Далеко за забор отряд не пустили, но и у окраины было, что посмотреть. Искусственные пруды с мясистыми оранжевыми и красными рыбами; сеть уединённых троп — каждая со своим цветом мощения и окружающей растительности; надпись "Вечный Сервон", мастерски выстриженная на полотне живой изгороди; взмывающие ввысь открытые ротонды с фонтанами, подкупольными фресками и опоясывающими лестницами.
Служащие ЛОВ увели куда-то преступника, а Квиета направилась вглубь сада, где за двухсотлетними дубами и кедрами, за бесчисленными террасами, летними кухнями и банями пряталась обитель Верховного.
— Премад, так тебя сюда водили? Чем же наш кладезь невзрачности заслужил такую честь? — поинтересовался Конур.
— Я дальше ворот не заходил.
— У него отец — начальник ЛОВ, — разъяснила Зуми.
— Будущий командир готовится, не иначе! — её собеседник изобразил на лице почтение.
— Откуда такие сведения? — удивился Тенэм познаниям девушки.
— У меня много друзей. И я умею слушать.
— С такими ушками не мудрено, — не упустил шанс съязвить Конур.
Квиета вернулась взволнованной.
— У вас десять минут, чтоб привести себя в порядок, грязнули. И держите рты на замке. Даже если спрашивают — молчите, я сама отвечу.
— Что случилось?!
— Генералиссимус вами доволен.
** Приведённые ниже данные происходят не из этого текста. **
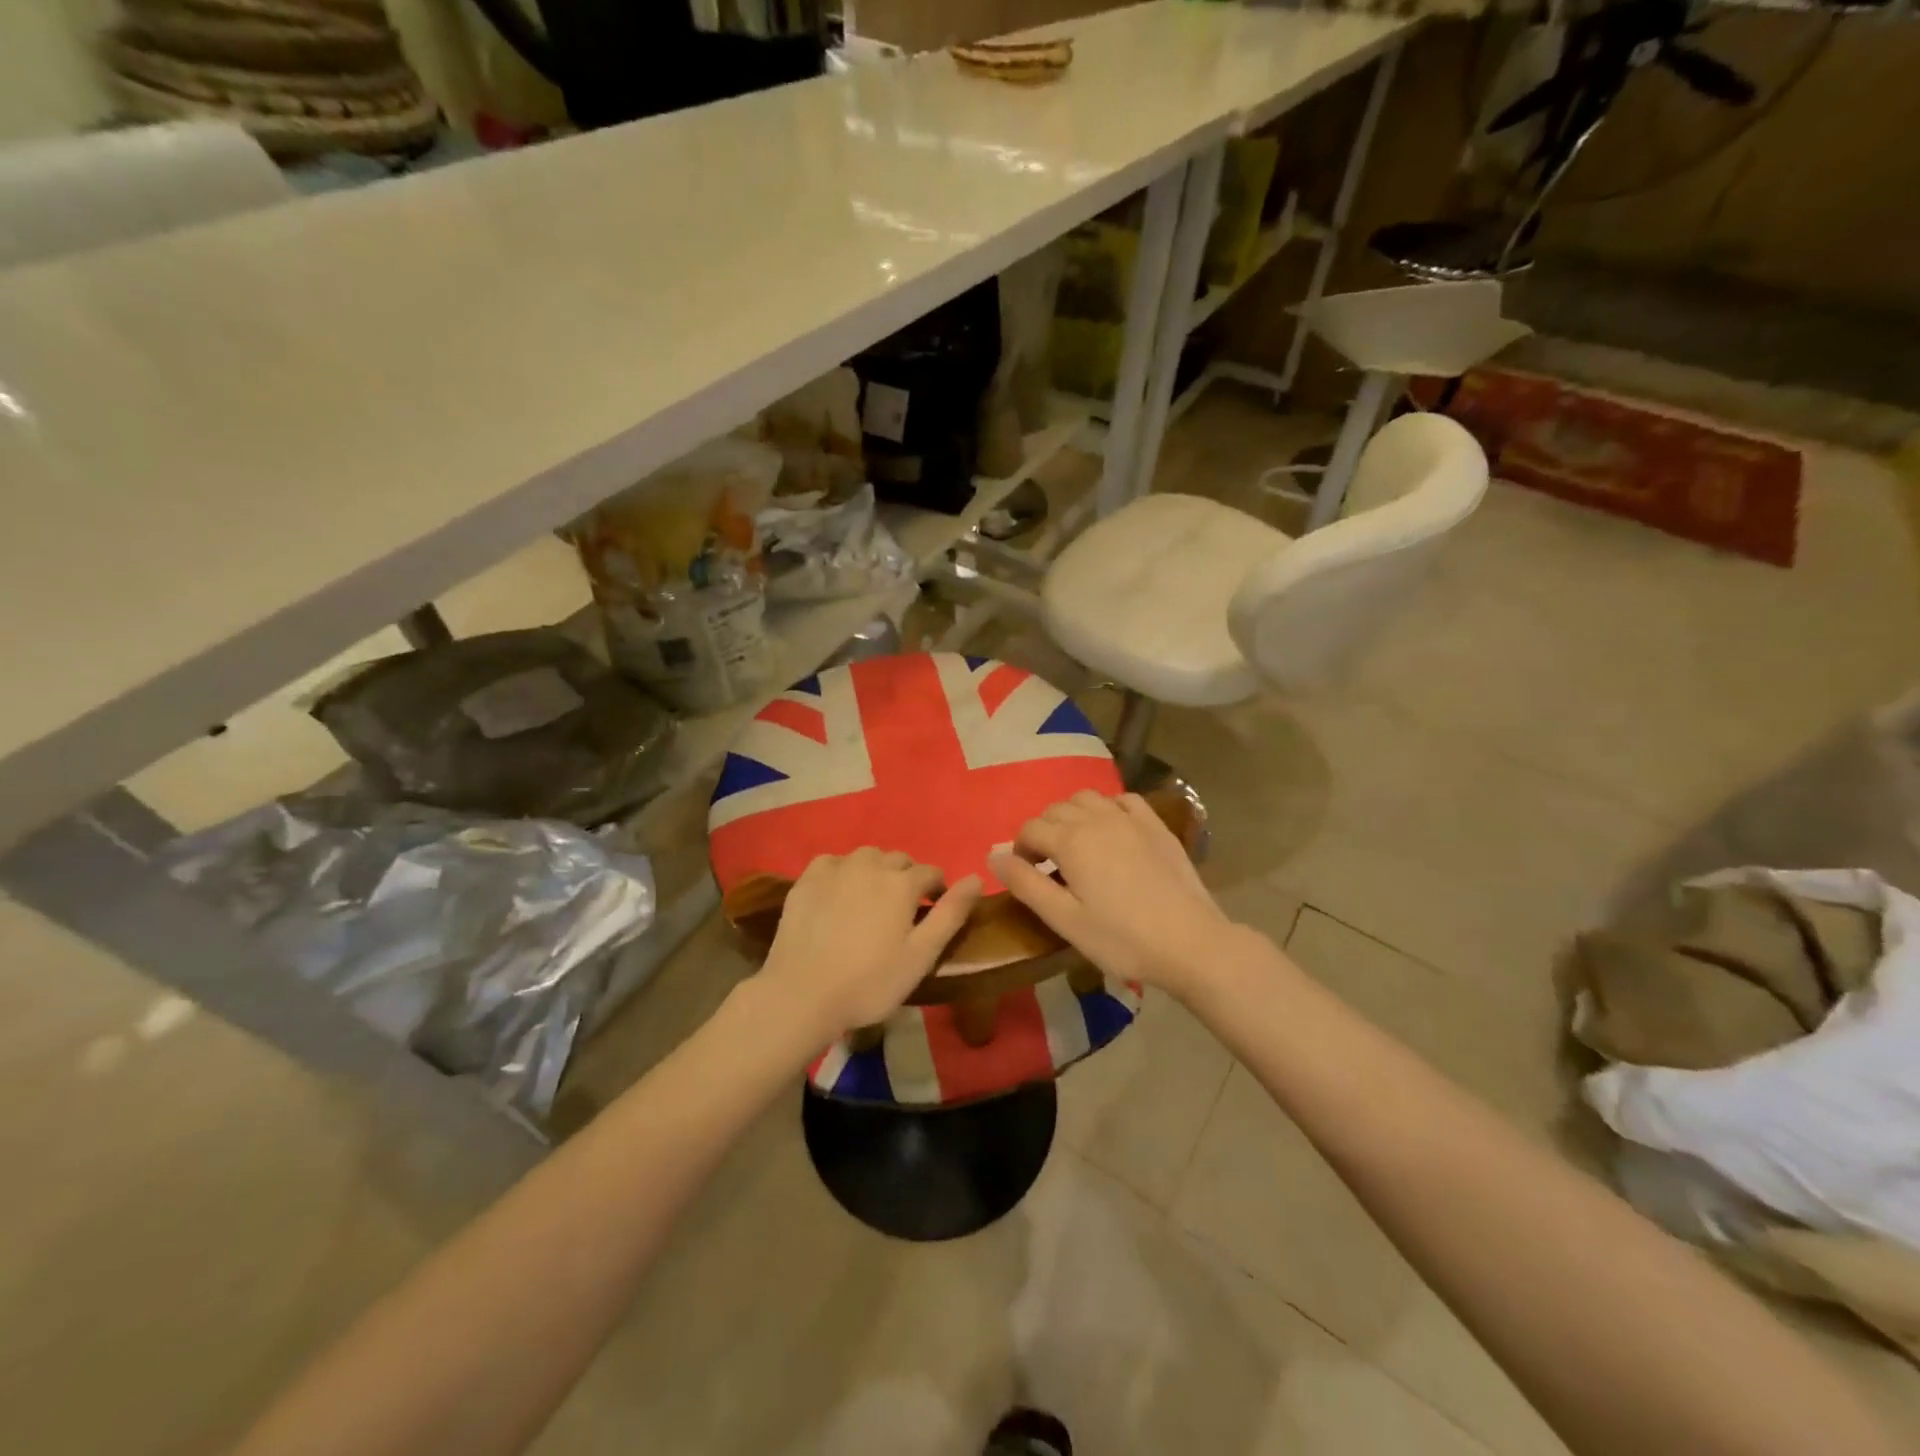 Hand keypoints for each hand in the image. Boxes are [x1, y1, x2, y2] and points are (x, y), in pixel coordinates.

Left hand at [757, 848, 981, 1041]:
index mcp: (902, 883)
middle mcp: (871, 864)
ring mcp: (835, 869)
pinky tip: (838, 894)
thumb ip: (951, 913)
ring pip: (866, 856)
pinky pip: (833, 862)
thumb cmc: (870, 982)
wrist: (802, 994)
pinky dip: (842, 871)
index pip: (931, 872)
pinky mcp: (806, 880)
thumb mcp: (921, 955)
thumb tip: (976, 878)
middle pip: (898, 860)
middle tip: (901, 910)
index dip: (937, 889)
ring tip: (871, 900)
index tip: (932, 912)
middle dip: (906, 878)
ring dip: (875, 870)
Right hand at [990, 791, 1238, 999]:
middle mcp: (1096, 818)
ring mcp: (1129, 818)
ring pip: (1087, 798)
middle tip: (1050, 866)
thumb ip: (1026, 884)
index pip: (1029, 829)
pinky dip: (1108, 808)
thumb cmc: (1121, 938)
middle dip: (1044, 832)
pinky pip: (1123, 800)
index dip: (1020, 850)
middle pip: (1055, 810)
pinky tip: (1111, 830)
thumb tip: (992, 855)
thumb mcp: (1065, 920)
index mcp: (1070, 841)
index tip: (1028, 876)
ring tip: (1077, 846)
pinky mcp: (1156, 825)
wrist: (1191, 942)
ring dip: (1072, 815) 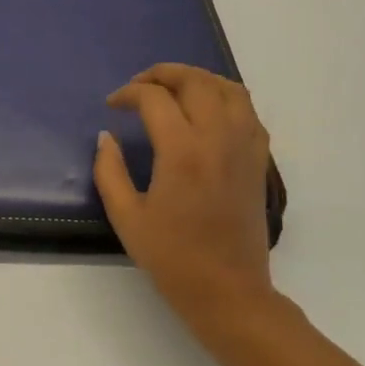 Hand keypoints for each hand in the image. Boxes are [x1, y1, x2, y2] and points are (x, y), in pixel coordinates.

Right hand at [94, 65, 290, 348]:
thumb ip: (109, 171)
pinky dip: (225, 97)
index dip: (128, 94)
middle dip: (162, 74)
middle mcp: (217, 138)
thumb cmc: (172, 258)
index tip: (112, 105)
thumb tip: (105, 137)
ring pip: (228, 88)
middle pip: (194, 82)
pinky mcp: (258, 160)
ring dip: (197, 79)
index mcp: (182, 152)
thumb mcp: (126, 217)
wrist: (228, 291)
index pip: (154, 99)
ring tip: (173, 89)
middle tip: (139, 86)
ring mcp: (244, 147)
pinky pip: (247, 111)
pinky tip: (206, 111)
В награду позвал составить компанию за обедом.
Реакция не заставила себя ждать: возгласы удивления, восторженные визги, испуганные оханья, честолюбивые «ура!» были одинаково громкими и неподдельными.
Особняк поражал холодным величием, но производил бы более приятное впечатление, будь он компактнее и не таким угловатым. Пропорции голубоватого фасада искажались длиннющими балконами на все стороны света и тяжеловесными скульптурами зверей, забытых богов и нелепых плодов их любви. По засилью излишеств резиденция могла сравниться разве что с канцелярией.
Ребят провели через задний ход подсобного крыла. Стены были сплошь увешаны полотнами с совершенно бытовыми, если не простонародными сценами: скоморохами, играющими на дудке, и беззаботно пляшущими полуголыми женщинами, охотой на лис, уборкой урожая. Там, где картины по какой-то причине отсутствовали, пустоту заполняла пышная драпировка. Залы с мраморным полом при всей своей просторности вызывали удушье обилием пёстрых ковров, позолоченного декора, массивных тумб, инкрустированных деревянных фигур и скамеек с балдахинами.
В трепетном молчании испытуемые добрались до трапезной. Фарфоровые тарелки занимали каждый сантиметр стола, но на всех — нехитрые однообразные закуски, какими угощают в придорожных харчевнях: домашние сыры, вяленая рыба, маринованные свиные уши и красиво нарезанный лук. Пиво в кувшинах почти не пахло — вероятно, из-за добавления воды. Зал был пуст. Гости уселись с краю, подальше от громоздкого лакированного трона, спинку которого украшал солнечный диск из чистого золота.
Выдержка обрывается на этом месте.